29 These are the men God commanded to hand out the assignments of land-inheritance to the People of Israel in the country of Canaan.
Mark 9:30-50 The Message (MSG)
30-32 Leaving there, they went through Galilee. He didn’t want anyone to know their whereabouts, for he wanted to teach his disciples. He told them, “The Son of Man is about to be betrayed to some people who want nothing to do with God. They will murder him. Three days after his murder, he will rise, alive.” They didn’t know what he was talking about, but were afraid to ask him about it.
So You Want First Place?
33 They came to Capernaum. When he was safe at home, he asked them, “What were you discussing on the road?”
34 The silence was deafening—they had been arguing with one another over who among them was greatest.
35 He sat down and summoned the Twelve. “So you want first place? Then take the last place. Be the servant of all.”
36-37 He put a child in the middle of the room. Then, cradling the little one in his arms, he said, “Whoever embraces one of these children as I do embraces me, and far more than me—God who sent me.”
38 John spoke up, “Teacher, we saw a man using your name to expel demons and we stopped him because he wasn’t in our group.”

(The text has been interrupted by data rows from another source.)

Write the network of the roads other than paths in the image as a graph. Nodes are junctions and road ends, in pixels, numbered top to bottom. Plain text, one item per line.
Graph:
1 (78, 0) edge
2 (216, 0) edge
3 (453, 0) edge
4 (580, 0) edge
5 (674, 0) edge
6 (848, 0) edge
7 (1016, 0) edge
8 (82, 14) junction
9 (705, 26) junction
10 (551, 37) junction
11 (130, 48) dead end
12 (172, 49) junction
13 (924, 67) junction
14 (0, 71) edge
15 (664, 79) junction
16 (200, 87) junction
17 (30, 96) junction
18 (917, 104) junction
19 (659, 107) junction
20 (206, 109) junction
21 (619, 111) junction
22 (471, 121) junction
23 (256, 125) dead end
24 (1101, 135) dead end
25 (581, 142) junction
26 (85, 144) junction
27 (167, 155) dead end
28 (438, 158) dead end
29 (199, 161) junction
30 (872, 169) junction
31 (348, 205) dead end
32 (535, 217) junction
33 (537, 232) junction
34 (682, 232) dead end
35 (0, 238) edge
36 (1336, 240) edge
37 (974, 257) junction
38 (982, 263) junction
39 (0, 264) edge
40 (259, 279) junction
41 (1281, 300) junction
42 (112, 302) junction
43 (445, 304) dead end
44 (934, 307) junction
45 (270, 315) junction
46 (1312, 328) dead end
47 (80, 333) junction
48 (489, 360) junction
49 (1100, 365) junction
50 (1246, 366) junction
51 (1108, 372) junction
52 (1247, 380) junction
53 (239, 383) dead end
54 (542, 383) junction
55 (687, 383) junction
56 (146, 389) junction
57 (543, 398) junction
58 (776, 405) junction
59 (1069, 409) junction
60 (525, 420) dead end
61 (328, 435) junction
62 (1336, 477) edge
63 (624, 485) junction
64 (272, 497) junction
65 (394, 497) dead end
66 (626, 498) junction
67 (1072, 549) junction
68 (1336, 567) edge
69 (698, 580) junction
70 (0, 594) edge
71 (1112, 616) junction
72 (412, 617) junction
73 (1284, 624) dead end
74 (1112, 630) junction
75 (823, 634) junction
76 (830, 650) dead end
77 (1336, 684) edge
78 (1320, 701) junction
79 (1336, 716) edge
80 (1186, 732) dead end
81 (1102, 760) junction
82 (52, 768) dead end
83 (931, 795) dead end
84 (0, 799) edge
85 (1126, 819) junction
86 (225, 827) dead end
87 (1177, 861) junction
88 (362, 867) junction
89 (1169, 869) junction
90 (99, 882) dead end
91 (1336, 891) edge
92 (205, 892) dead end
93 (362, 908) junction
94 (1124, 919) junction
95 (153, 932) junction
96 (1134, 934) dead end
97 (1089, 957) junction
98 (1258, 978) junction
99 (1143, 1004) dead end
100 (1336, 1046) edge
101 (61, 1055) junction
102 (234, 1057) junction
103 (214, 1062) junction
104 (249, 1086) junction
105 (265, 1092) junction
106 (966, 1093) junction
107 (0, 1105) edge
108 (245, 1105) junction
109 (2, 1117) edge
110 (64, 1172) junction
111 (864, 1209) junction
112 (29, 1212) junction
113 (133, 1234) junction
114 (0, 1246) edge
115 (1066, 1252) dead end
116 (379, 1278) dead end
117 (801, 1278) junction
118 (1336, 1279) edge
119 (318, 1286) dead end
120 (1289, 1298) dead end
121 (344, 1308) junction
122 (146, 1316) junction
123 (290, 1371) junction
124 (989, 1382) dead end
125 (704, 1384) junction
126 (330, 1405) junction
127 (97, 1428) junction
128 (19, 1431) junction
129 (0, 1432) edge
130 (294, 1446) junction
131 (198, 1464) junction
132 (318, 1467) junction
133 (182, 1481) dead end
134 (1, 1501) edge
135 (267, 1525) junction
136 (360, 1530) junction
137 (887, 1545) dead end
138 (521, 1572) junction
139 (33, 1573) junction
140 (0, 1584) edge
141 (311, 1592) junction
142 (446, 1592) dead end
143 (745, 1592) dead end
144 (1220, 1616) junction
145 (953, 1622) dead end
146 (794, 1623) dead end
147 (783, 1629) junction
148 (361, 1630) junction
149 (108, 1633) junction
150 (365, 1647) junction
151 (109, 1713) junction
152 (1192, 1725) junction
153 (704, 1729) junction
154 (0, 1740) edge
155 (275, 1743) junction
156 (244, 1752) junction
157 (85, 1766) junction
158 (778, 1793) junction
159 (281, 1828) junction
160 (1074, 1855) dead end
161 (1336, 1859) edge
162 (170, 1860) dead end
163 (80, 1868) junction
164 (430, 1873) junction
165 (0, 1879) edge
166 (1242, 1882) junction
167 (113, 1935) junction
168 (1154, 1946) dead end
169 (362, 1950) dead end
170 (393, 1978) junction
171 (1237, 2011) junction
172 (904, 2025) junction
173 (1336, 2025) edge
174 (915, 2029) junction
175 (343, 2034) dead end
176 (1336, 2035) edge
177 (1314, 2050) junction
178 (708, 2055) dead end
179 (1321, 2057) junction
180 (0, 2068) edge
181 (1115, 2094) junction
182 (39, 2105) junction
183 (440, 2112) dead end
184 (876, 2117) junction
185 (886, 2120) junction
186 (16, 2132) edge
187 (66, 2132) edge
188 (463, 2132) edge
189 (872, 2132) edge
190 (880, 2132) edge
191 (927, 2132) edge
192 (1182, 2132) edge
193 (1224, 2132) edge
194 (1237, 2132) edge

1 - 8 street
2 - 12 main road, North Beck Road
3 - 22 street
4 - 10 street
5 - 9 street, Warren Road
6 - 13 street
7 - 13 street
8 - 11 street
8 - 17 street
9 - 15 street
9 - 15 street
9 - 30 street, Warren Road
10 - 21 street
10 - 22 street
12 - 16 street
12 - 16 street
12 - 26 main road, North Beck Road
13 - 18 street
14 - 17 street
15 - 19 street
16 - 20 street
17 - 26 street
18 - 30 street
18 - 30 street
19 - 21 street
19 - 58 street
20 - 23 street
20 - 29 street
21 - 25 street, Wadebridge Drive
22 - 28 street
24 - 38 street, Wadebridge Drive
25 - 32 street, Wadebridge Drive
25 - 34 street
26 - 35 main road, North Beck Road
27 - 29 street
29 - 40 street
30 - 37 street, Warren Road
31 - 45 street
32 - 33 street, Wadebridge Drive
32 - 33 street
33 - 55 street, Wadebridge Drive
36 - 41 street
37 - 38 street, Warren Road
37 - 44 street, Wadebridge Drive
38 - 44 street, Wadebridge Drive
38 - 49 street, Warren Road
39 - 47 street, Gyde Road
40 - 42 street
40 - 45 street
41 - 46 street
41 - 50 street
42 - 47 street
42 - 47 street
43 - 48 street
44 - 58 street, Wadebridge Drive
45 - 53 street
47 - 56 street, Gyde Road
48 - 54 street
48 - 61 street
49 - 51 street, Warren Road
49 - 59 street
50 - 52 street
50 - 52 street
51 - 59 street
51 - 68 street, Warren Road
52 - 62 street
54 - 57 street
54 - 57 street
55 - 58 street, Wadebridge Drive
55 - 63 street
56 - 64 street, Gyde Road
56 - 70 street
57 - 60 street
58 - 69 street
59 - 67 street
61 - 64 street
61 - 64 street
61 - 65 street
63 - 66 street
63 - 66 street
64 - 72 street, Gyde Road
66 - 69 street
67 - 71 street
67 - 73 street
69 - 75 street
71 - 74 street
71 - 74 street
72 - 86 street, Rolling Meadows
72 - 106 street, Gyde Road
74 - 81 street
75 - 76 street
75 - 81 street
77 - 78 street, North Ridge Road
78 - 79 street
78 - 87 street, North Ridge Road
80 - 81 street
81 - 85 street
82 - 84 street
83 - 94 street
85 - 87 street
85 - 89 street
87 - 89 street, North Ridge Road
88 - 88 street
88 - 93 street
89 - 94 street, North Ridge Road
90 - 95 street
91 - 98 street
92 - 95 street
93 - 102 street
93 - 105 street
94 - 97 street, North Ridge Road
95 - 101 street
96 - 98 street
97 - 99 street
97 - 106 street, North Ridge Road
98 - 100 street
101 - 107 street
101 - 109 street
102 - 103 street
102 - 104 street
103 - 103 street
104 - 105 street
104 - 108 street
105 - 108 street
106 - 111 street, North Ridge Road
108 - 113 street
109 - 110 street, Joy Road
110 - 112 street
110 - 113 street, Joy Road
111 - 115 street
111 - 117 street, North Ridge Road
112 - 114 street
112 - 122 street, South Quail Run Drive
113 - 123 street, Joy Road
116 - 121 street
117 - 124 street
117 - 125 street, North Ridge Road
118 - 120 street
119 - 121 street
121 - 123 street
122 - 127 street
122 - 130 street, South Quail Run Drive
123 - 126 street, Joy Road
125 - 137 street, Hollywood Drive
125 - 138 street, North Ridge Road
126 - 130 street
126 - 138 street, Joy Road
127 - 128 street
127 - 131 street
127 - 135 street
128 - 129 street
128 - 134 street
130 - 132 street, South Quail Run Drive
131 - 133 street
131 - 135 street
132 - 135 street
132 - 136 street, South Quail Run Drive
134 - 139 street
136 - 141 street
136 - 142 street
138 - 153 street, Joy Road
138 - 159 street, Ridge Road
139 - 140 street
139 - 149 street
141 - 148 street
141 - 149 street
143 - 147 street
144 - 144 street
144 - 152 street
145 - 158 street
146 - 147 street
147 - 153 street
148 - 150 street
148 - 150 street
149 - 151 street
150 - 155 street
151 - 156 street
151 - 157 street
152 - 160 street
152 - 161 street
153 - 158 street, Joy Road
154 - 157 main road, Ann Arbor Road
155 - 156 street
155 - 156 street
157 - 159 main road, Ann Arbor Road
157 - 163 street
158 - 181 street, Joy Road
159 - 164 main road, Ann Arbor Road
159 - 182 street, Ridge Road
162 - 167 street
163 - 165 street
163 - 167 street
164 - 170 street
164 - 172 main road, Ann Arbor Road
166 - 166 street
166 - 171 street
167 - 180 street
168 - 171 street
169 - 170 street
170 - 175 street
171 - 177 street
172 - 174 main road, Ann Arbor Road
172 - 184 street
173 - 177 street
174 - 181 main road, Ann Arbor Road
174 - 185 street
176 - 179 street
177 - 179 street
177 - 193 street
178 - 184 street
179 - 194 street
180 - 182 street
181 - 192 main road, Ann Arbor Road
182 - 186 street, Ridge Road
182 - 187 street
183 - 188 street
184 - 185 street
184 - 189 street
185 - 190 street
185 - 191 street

39-41 Jesus wasn’t pleased. “Don’t stop him. No one can use my name to do something good and powerful, and in the next breath cut me down. If he’s not an enemy, he’s an ally. Why, anyone by just giving you a cup of water in my name is on our side. Count on it that God will notice.
42 “On the other hand, if you give one of these simple, childlike believers a hard time, bullying or taking advantage of their simple trust, you’ll soon wish you hadn’t. You’d be better off dropped in the middle of the lake with a millstone around your neck.
43-48 “If your hand or your foot gets in God’s way, chop it off and throw it away. You’re better off maimed or lame and alive than the proud owner of two hands and two feet, godless in a furnace of eternal fire. And if your eye distracts you from God, pull it out and throw it away. You’re better off one-eyed and alive than exercising your twenty-twenty vision from inside the fire of hell.
49-50 “Everyone’s going through a refining fire sooner or later, but you’ll be well-preserved, protected from the eternal flames. Be preservatives yourselves. Preserve the peace.”